Intenté diversas fórmulas, hasta la desarmé mil veces como alguien en la web recomendaba, privándola y alimentándola casi simultaneamente de energía, renaciendo precariamente. Sólo soportaba dos encendidas cortoplacistas y estuve en ese plan varios días hasta que la tuve que olvidar.

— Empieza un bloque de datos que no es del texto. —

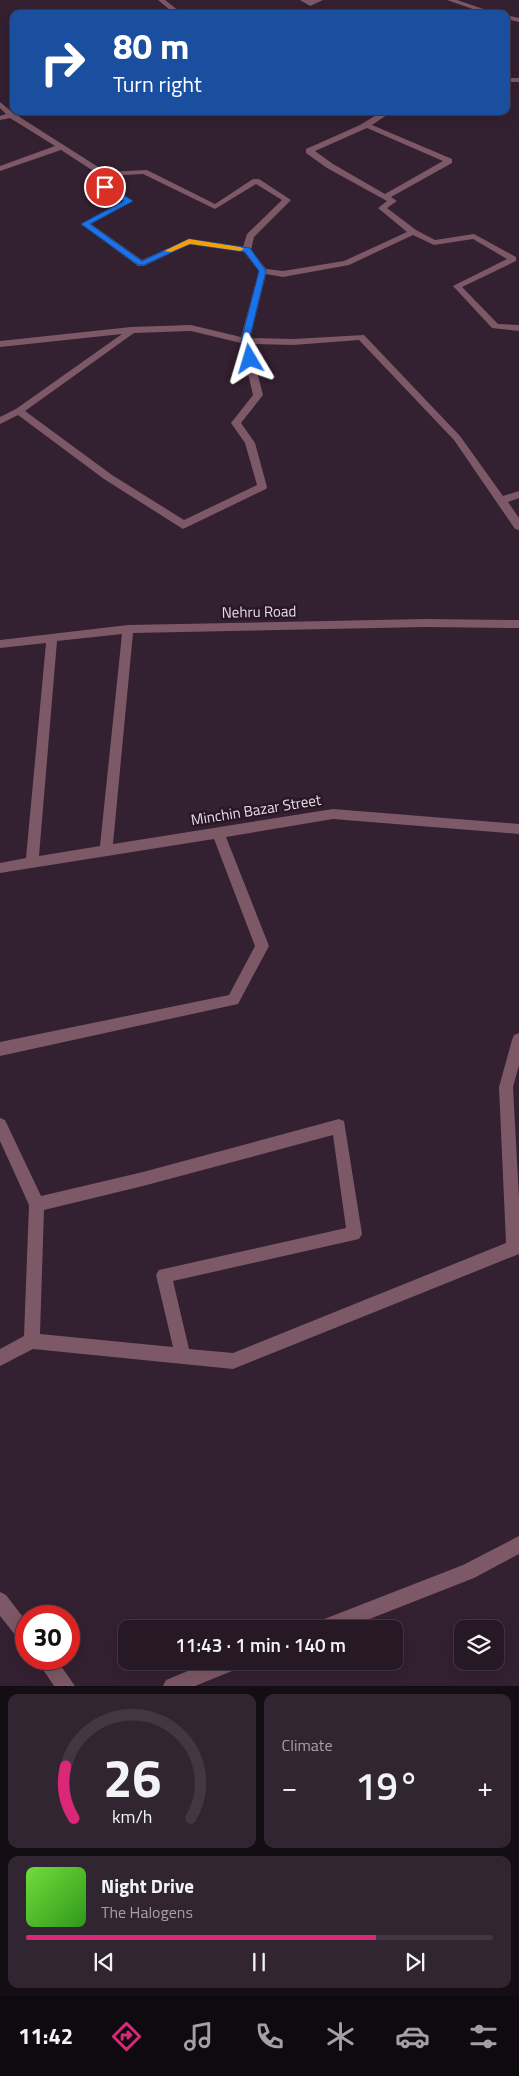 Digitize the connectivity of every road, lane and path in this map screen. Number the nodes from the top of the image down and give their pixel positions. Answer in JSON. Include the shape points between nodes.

Pero por ahí, leí que se podía cambiar el microdrive por una memoria Compact Flash de 4 Gb y quedaba operativa nuevamente. Hoy la volví a desarmar, ya conozco perfectamente sus entrañas, la acaricié nuevamente, recordé todas esas vivencias que tuvimos juntos cuando la alimentaba de programas, de anécdotas , de vidas pasadas. Hasta dormimos juntos varias veces preocupado en patologías de pacientes que tenia que ver a la mañana siguiente. No puedo ocultar que sentía celos cuando otra persona la manipulaba. El desconocido gozaba con todas las rutas y costumbres que yo habia diseñado para ella. Su aliento y su nuevo aspecto eran mios, pero ella sin pudor ofrecia mis mejoras a otro.
Desconecté su fuente de energía y la volví inerme, a expensas mía. Lamentablemente ya no tiene vida propia, depende necesariamente de mi, aunque no lo quiera reconocer.
Por eso publico la foto de mi Lifedrive totalmente disecada, quietisima. Con las nuevas mejoras, espero hacerla mas veloz, mas audaz, mas mia.